Fortunately Sipgate charge up front, and we only put £10 on at a time. The bad guys made off with £4-ish of calls, we don't have auto pay setup and we do get an alarm when the credit goes below £5. All told the most we can loose is £10 and this saves us £15 every month (no line rental).
So a quick crash course in securing Asterisk, and a dollop of iptables firewalling for the PBX and we're back up and running.

Friday, January 11, 2013

Three Challenge

Apparently 3/Three don't accept that I own the phone. Worrying; I suspect this is true for all mobile phone companies. Because I don't have the purchase receipt or the details of where it was originally bought, they won't accept that I am the owner. So what?
Well if the original owner phoned them up, read out the IMEI and said the phone had been stolen, they would block the phone.
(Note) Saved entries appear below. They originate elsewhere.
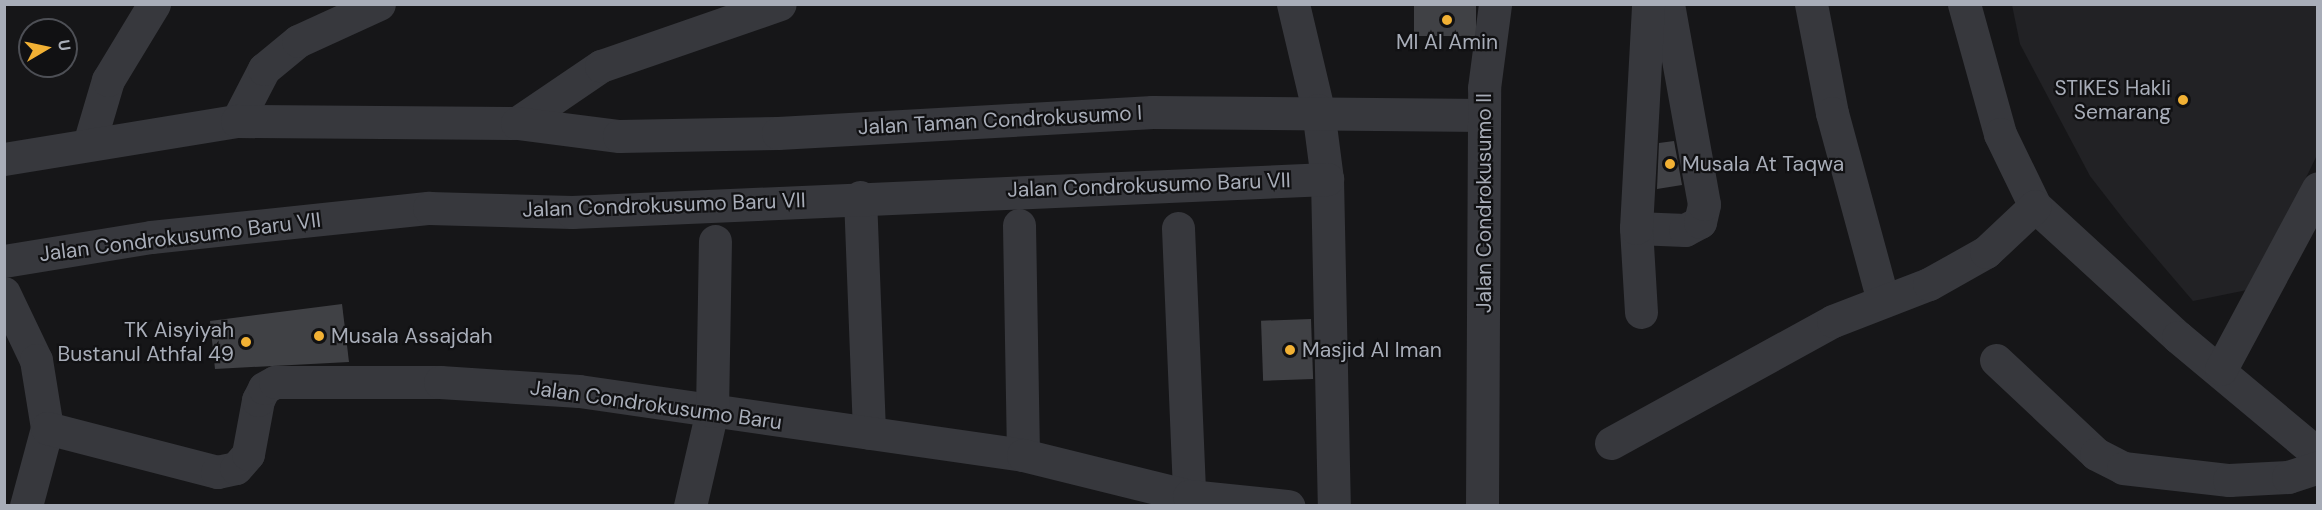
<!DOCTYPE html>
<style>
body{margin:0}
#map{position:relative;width:2322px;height:510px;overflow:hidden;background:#161618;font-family:"DM Sans",sans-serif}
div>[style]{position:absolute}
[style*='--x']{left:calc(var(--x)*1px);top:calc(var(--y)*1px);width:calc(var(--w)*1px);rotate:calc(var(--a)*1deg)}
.built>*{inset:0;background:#222225}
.building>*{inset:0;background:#404145;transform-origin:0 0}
.street>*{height:33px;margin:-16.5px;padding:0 16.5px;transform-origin:16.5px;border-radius:16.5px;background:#37383d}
.dots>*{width:16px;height:16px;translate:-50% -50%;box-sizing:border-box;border:3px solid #111113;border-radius:50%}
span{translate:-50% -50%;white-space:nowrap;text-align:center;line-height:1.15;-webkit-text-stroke:4.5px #111113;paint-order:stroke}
.poi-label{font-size:21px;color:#a8adb8}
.right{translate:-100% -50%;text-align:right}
.left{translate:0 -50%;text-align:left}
.street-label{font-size:21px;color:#a8adb8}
.frame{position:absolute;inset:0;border:6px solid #a8adb8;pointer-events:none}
.north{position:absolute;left:18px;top:18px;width:60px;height:60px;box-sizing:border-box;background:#111113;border:2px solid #4d4f55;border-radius:50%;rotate:81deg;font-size:16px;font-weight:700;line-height:24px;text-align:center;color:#a8adb8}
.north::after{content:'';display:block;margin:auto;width:21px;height:27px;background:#f2b134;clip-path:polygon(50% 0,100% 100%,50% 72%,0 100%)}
</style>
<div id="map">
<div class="built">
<i style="clip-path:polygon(2012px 5px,2317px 5px,2317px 155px,2252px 289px,2193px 301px,2128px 225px,2090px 176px,2020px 44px)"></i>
</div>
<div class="building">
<i style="left:1414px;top:4px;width:62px;height:32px"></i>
<i style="clip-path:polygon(1674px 141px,1682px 185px,1657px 189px,1659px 143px)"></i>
<i style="clip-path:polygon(342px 304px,349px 362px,215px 369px,210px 321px)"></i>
<i style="left:1311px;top:319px;width:60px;height:50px;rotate:88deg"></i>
</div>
<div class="street">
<i style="--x:1293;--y:4;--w:109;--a:76.7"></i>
<i style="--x:1318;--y:110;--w:70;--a:82.6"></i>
<i style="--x:1327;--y:179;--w:327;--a:88.8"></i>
<i style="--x:1811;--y:4;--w:111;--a:79.1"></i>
<i style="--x:1832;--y:113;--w:195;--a:74.8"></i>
<i style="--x:1964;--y:4;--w:135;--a:74.5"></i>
<i style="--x:2000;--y:134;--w:80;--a:64.1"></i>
<i style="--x:2035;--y:206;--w:194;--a:42.5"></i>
<i style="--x:2178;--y:337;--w:182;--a:39.9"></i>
<i style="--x:237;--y:121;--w:59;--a:-62.6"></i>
<i style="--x:264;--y:69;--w:44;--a:-39.5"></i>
<i style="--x:298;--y:41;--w:89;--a:-24.6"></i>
<i style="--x:517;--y:123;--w:102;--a:-34.2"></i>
<i style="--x:601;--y:66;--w:189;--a:-19.1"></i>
<i style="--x:89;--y:144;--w:67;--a:-73.5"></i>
<i style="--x:108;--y:80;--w:89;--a:-58.8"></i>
<i style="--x:4;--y:159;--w:236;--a:-9.3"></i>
<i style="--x:237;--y:121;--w:280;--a:0.4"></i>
<i style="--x:517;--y:123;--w:103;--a:7.3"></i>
<i style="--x:619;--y:136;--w:159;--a:-1.1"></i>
<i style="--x:778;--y:133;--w:375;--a:-3.2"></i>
<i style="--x:1152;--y:112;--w:332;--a:0.5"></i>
<i style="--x:860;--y:197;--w:236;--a:87.8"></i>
<i style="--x:1019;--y:225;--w:230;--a:89"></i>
<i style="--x:1178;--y:228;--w:268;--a:87.6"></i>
<i style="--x:1636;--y:228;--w:49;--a:2.3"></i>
<i style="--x:1685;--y:230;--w:17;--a:-28"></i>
<i style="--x:1700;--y:222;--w:18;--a:-77"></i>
<i style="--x:1704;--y:204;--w:203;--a:-100.2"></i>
<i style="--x:4;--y:261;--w:149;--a:-9.3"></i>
<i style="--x:151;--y:237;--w:280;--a:-6"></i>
<i style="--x:429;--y:208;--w:143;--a:1.6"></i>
<i style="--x:572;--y:212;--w:756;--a:-2.5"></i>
<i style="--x:4;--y:293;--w:74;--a:64.5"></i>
<i style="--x:36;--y:360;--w:69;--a:80.8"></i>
<i style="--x:47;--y:428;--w:81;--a:105.1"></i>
<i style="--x:1641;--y:312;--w:84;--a:-93.4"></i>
<i style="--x:1636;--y:228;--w:224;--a:-86.9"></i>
<i style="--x:1996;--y:360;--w:137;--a:43.2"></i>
<i style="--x:2096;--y:454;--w:30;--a:27"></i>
<i style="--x:2123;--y:468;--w:107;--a:6.5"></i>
<i style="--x:2229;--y:480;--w:59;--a:-2.9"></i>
<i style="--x:2288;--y:477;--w:32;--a:-18"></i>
<i style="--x:2221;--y:369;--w:205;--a:-61.8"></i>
<i style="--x:47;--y:428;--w:176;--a:14.5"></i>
<i style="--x:217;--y:472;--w:19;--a:-12"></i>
<i style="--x:236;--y:468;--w:18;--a:-49"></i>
<i style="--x:248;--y:454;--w:55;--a:-79.5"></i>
<i style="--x:258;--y:400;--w:13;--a:-63"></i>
<i style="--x:264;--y:388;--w:13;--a:-29"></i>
<i style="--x:275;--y:382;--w:165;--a:0"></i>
<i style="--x:440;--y:382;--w:139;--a:3.7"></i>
<i style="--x:579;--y:391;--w:449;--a:8.2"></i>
<i style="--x:1023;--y:455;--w:171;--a:13.9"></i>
<i style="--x:1189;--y:496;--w:100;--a:5.8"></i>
<i style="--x:1611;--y:443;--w:253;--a:-28.8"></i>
<i style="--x:1833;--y:321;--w:103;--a:-21.1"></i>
<i style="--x:1929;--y:284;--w:65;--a:-29.3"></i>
<i style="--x:1986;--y:252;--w:67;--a:-43.2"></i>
<i style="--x:690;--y:506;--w:98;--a:-77"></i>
<i style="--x:712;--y:411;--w:170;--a:-89"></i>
<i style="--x:1482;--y:506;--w:418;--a:-89.7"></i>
<i style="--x:1484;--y:88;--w:85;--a:-82.5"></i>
</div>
<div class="dots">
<i style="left:1447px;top:20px;background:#f2b134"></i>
<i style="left:2183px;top:100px;background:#f2b134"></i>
<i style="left:1670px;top:164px;background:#f2b134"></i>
<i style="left:319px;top:336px;background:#f2b134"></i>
<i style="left:246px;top:342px;background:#f2b134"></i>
<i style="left:1290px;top:350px;background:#f2b134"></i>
</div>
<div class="poi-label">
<span style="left:1447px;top:42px">MI Al Amin</span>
<span class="right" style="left:2171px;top:100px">STIKES Hakli<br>Semarang</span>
<span class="left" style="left:1682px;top:164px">Musala At Taqwa</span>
<span class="right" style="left:234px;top:342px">TK Aisyiyah<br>Bustanul Athfal 49</span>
<span class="left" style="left:331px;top:336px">Musala Assajdah</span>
<span class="left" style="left:1302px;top:350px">Masjid Al Iman</span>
</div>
<div class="street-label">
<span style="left:1000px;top:120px;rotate:-3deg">Jalan Taman Condrokusumo I</span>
<span style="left:1149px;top:185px;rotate:-2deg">Jalan Condrokusumo Baru VII</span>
<span style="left:1484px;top:203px;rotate:-90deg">Jalan Condrokusumo II</span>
<span style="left:664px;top:205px;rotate:-2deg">Jalan Condrokusumo Baru VII</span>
<span style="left:180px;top:237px;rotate:-7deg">Jalan Condrokusumo Baru VII</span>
<span style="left:656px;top:405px;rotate:8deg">Jalan Condrokusumo Baru</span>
</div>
<div class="frame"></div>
<div class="north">U</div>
</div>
Fortunately they didn't register it, but I can't register it either.
My other motivation is that 3 will unlock the phone for £15.53 (apparently) whereas all the other places want about £24. I shan't be using 3 once the phone is unlocked ...
The system beggars belief to my mind; they sent me a SIM to my postal address, they can see from their network that I am calling from my handset (with the IMEI), you'd think they'd want to encourage people to register. At worst they've got some personal details they can bundle up and sell on (email, phone number address etc.) at best they've got that plus marketing data about the second hand market for their handsets, something they probably need to know about if they want to sell more new handsets.
Hopefully the seller will be forth coming with the store and the date of purchase which can then be used to confirm to three that I actually own the handset now and so it can be registered to me.
(and then promptly unlocked and switch to Giff Gaff :D).

Thursday, January 10, 2013

My new year's resolution will be to post more to the blog :D
So, I have bought a new phone and I may have become an early adopter. The phone is the Xperia J (aka st26i), it's locked to three at the moment, and so not in use. I have a free three sim, I've registered it with them and I'm waiting on unlock codes. In the mean time I will be taking it apart and posting photo's.
Three will unlock the handset for a fee (it was originally bought as a pay-as-you-go handset). However you have to register the handset with them. Currently I'm hoping that they will accept paypal as proof of purchase, if not I'm reliant on getting the original purchase receipt from the original owner.
Handset looks good, nice weight, great sound when used with my Nokia Lumia 920 headphones.
Can't wait to get it unlocked so I can use it with my regular network, also looking forward to removing all the Three network branding on the device.